La Commission est sollicitée par le père d’une enfant de sept ans. La fillette est accueillie par ses parents au rythme d’une garde alternée. Elle bénéficie d’un suivi réalisé par une psychologue, à l’initiative de la mère. Le demandeur signale qu’il n’a été tenu informé du suivi qu’un mois après son démarrage. Dès qu’il a connaissance de l’initiative, le père s’y serait opposée. A l’invitation de la psychologue, il a participé à deux consultations afin d’établir l’anamnèse de l’enfant.

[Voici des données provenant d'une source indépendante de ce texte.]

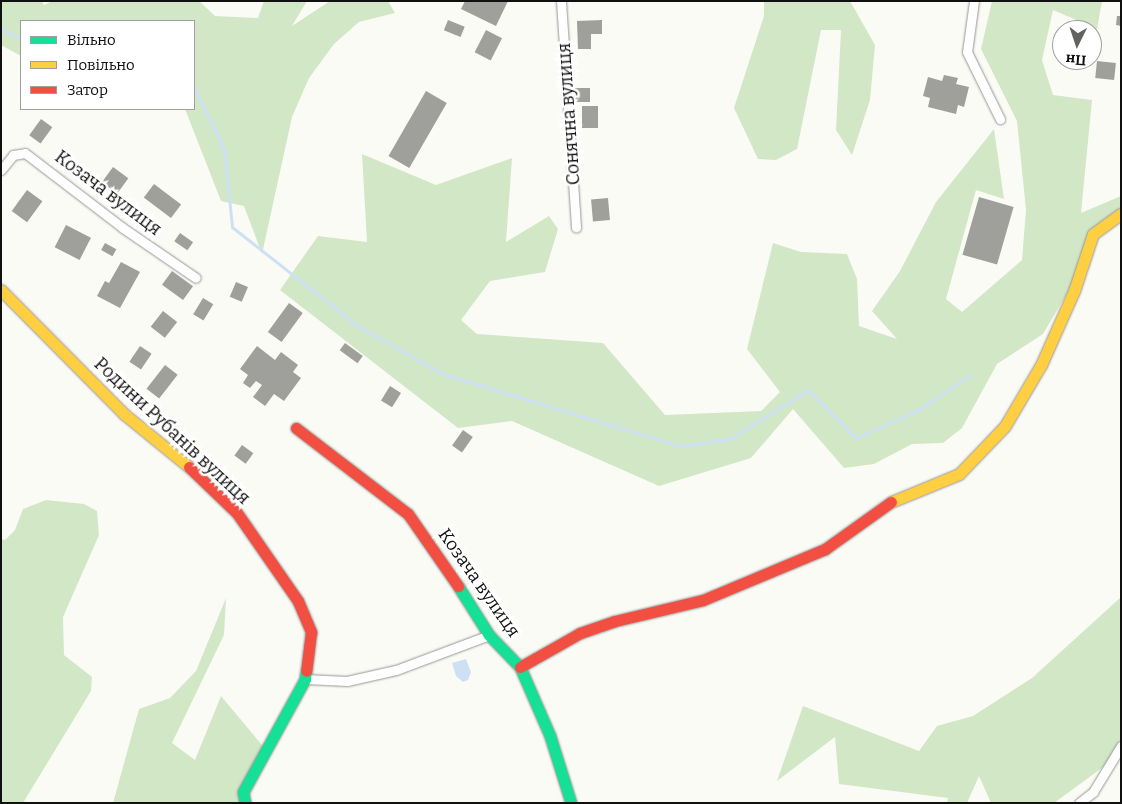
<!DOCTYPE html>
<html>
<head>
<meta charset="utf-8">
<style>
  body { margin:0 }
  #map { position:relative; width:1122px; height:804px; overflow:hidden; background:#fbfbf6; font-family:Bitter,serif }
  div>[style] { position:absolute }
  .forest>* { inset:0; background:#d2e7c6 }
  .water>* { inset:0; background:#cee1f4 }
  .stream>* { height:3px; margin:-1.5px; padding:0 1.5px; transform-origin:1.5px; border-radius:1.5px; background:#cee1f4 }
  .building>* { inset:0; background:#9f9f9b; transform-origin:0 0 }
  .roads { filter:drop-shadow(0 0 1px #969694) drop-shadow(0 0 1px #969694) }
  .street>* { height:9px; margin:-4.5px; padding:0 4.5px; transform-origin:4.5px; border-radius:4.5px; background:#fefefe }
  .fast>* { height:11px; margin:-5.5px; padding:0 5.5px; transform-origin:5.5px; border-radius:5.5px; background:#16e098 }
  .slow>* { height:11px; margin:-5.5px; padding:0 5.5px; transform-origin:5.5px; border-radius:5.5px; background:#ffcf43 }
  .jam>* { height:11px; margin:-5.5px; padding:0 5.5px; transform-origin:5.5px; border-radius:5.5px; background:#f24e42 }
  span { translate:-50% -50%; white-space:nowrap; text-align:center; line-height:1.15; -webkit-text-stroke:5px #fff; paint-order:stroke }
  .street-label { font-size:18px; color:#101010 }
  .frame { position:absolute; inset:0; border:2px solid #101010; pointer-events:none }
  .legend { position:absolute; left:20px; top:20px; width:175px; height:90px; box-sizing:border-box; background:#fff; border:1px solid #9f9f9f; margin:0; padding:6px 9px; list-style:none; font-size:15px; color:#101010 }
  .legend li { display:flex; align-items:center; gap:10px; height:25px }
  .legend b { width:25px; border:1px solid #9f9f9f }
  .north { position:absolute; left:1052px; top:20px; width:50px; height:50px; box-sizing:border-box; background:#fff; border:1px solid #9f9f9f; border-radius:50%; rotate:184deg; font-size:14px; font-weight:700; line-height:20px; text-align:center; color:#101010 }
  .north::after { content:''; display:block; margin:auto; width:18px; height:22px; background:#626260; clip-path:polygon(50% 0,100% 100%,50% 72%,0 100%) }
</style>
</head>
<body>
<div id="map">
  <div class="forest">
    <i style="clip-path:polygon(1px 1px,42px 1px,44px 5px,52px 1px,199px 1px,215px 16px,258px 18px,264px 1px,307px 1px,292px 26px,330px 1px,388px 1px,395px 13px,359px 22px,334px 44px,309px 78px,292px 117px,262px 254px,244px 206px,221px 201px,185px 109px,194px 109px,194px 21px,21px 21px,21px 56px,1px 45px)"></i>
    <i style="clip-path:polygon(764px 1px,850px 1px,875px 45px,870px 100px,852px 155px,836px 130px,841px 30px,821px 30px,797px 149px,776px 160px,758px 159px,734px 108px,764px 16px)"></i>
    <i style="clip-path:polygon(992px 1px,1102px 1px,1097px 29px,1053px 10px,1042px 60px,1053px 95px,1092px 100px,1081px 213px,1121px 196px,1121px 212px,1088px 240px,1072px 285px,1043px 334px,997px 364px,962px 428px,943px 443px,912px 444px,874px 464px,844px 468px,793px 409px,751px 458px,659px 486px,512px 421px,458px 428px,280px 290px,318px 236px,367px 242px,362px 154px,436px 185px,512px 158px,506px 242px,549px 216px,558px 229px,545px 272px,490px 281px,461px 320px,477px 334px,603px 343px,665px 415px,761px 411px,780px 392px,747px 349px,773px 243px,801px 252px,847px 254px,857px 279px,859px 326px,897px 339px,872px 311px,900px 271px,936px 202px,994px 129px,1004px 199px,976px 190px,946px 299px,962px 312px,1022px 260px,1026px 210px,1017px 121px,981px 49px)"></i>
    <i style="clip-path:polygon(46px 500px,84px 504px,97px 511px,99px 535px,63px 617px,64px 655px,92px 677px,91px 691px,23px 803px,1px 803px,1px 539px,5px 540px,15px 530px,23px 509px)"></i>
    <i style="clip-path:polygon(1121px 597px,1121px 754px,1054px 803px,991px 803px,979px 776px,967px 803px,947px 803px,948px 798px,839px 784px,835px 737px,777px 781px,803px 706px,919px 751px,937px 726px,973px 716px,1032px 678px)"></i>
    <i style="clip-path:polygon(226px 598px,224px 635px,172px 743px,195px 760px,221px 696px,267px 751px,240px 803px,113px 803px,139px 709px,170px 698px,196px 671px)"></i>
  </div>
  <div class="water">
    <i style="clip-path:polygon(466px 659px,471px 672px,468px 680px,463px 682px,456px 676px,452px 663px)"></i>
  </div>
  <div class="stream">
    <i style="left:1px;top:29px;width:22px;rotate:24deg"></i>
    <i style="left:194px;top:88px;width:68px;rotate:63.8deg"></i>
    <i style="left:224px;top:149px;width:78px;rotate:84.1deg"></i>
    <i style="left:232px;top:227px;width:160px;rotate:38.2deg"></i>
    <i style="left:358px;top:326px;width:98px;rotate:29.5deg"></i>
    <i style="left:443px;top:374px;width:248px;rotate:16.9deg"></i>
    <i style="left:680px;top:446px;width:50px;rotate:-8deg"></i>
    <i style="left:730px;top:439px;width:92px;rotate:-32.1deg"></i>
    <i style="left:808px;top:390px;width:68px;rotate:45deg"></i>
    <i style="left:856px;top:438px;width:70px;rotate:-24.4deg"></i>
    <i style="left:920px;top:409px;width:60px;rotate:-34.2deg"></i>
  </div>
  <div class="building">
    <i style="clip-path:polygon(465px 1px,508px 1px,496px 26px,461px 9px)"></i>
    <i style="clip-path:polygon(1117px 16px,1121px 16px,1121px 26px,1116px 25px)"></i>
    <i style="left:448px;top:20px;width:18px;height:11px;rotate:22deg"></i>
    <i style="clip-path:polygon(602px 20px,602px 34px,591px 34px,591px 49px,578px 49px,577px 21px)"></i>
    <i style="left:486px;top:30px;width:18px;height:25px;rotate:27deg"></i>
    <i style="left:1097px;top:61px;width:19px;height:17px;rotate:6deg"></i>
    <i style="clip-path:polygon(944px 75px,958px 78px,956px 84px,969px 87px,964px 107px,958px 105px,956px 114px,928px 107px,930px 98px,923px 96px,928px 77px,942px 81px)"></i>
    <i style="left:574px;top:88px;width:16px;height:14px"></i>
    <i style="left:426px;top:91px;width:24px;height:75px;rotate:30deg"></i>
    <i style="left:582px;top:106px;width:16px;height:22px"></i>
    <i style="left:41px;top:119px;width:14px;height:20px;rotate:36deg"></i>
    <i style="left:113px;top:167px;width:19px;height:19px;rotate:36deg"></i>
    <i style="left:154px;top:184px;width:34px;height:17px;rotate:37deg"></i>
    <i style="left:27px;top:190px;width:19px;height:26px;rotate:36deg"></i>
    <i style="left:979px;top:197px;width:36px;height:60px;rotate:16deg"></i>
    <i style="left:608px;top:198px;width:22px;height:17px;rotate:85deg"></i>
    <i style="left:66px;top:225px;width:28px;height:25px;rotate:27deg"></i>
    <i style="left:180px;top:233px;width:16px;height:10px;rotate:35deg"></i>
    <i style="left:105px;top:243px;width:13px;height:8px;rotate:29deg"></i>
    <i style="clip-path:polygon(121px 262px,140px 272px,120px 308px,97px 296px,105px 281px,109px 283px)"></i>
    <i style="left:172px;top:271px;width:26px;height:17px;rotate:36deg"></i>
    <i style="left:236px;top:282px;width:13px;height:16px;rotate:23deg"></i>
    <i style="left:203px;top:298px;width:12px;height:19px;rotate:31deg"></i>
    <i style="left:289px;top:303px;width:17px;height:36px;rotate:36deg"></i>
    <i style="left:163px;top:311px;width:18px;height:20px;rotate:38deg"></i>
    <i style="left:345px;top:343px;width:22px;height:9px;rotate:36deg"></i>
    <i style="left:140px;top:346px;width:14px;height:19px;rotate:34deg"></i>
    <i style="clip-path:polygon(257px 346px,275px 360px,281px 352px,298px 365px,293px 372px,301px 378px,284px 401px,274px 394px,265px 406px,253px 397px,262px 385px,256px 381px,250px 388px,243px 383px,248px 375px,240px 369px)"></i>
    <i style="left:165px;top:365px;width:16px;height:30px;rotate:38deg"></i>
    <i style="left:390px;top:386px;width:13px;height:17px;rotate:32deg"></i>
    <i style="left:463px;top:430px;width:12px;height:19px;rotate:35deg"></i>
    <i style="left:242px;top:445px;width:14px;height:13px;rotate:36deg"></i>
  </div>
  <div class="roads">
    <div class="street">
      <i style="left:561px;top:1px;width:227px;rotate:86.2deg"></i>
      <i style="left:974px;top:1px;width:51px;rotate:97.8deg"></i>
      <i style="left:967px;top:52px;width:75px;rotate:63.8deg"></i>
      <i style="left:1px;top:170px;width:19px;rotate:-51deg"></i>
      <i style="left:13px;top:155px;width:12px;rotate:-9deg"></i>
      <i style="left:25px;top:153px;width:123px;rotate:37.4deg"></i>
      <i style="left:123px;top:228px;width:88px;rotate:34.4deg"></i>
      <i style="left:305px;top:679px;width:42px;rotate:2.7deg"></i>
      <i style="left:347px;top:681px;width:50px;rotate:-12.7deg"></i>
      <i style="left:396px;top:670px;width:99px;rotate:-20.6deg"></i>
      <i style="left:1079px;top:803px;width:18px;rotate:-38deg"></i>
      <i style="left:1093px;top:792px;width:54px;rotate:-58.7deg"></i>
    </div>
    <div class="fast">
      <i style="left:458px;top:586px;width:58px;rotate:57.7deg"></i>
      <i style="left:489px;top:635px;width:45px;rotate:45.9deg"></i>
      <i style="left:520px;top:667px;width:75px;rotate:66.5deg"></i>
      <i style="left:550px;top:736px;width:70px;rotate:72.6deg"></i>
      <i style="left:245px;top:803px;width:11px;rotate:-100deg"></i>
      <i style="left:243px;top:792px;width:129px;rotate:-61.2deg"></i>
      <i style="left:305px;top:679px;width:8px;rotate:-83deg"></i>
    </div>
    <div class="slow">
      <i style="left:1px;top:290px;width:175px;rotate:45.2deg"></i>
      <i style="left:124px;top:414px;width:84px;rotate:39.2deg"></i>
      <i style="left:891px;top:502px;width:74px;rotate:-22.4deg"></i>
      <i style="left:959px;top:474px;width:66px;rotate:-46.2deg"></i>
      <i style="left:1005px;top:426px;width:71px;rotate:-59.5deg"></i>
      <i style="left:1041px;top:365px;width:81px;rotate:-66deg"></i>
      <i style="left:1074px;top:291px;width:60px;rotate:-71.6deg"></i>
      <i style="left:1093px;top:234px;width:34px;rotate:-36deg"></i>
    </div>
    <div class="jam">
      <i style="left:296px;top:428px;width:141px;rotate:37.5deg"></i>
      <i style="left:408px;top:514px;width:88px;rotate:55.2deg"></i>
      <i style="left:189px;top:467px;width:66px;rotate:43.8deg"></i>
      <i style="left:237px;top:513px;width:107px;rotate:55.3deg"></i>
      <i style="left:298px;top:601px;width:34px;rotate:67deg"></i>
      <i style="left:311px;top:632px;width:39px;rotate:97deg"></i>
      <i style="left:520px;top:667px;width:69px;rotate:-29.5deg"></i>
      <i style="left:580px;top:633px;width:37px;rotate:-19deg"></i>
      <i style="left:615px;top:621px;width:90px;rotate:-13.4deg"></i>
      <i style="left:703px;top:600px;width:132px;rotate:-22.7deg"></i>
      <i style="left:825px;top:549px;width:81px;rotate:-35.5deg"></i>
    </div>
  </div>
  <div class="street-label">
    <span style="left:569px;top:114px;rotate:-94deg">Сонячна вулиця</span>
    <span style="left:108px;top:193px;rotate:37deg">Козача вулиця</span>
    <span style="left:172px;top:431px;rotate:43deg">Родини Рубанів вулиця</span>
    <span style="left:479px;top:583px;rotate:55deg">Козача вулиця</span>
  </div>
  <div class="frame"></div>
  <ul class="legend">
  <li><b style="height:6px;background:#16e098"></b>Вільно</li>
  <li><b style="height:6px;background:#ffcf43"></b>Повільно</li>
  <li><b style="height:6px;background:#f24e42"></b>Затор</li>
  </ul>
  <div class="north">Пн</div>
</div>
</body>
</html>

Bien que coopérant aux échanges lors de ces entretiens, il continue à manifester son désaccord. Au cours de sa prise en charge, la psychologue aurait rédigé une Information Préoccupante (IP) au sujet d’éléments de danger concernant l’enfant au domicile de son père. Ce dernier souligne que la mère a pris des dispositions pour qu’il n’accueille plus sa fille depuis lors et qu’une ordonnance de protection a été rédigée par un Tribunal Judiciaire.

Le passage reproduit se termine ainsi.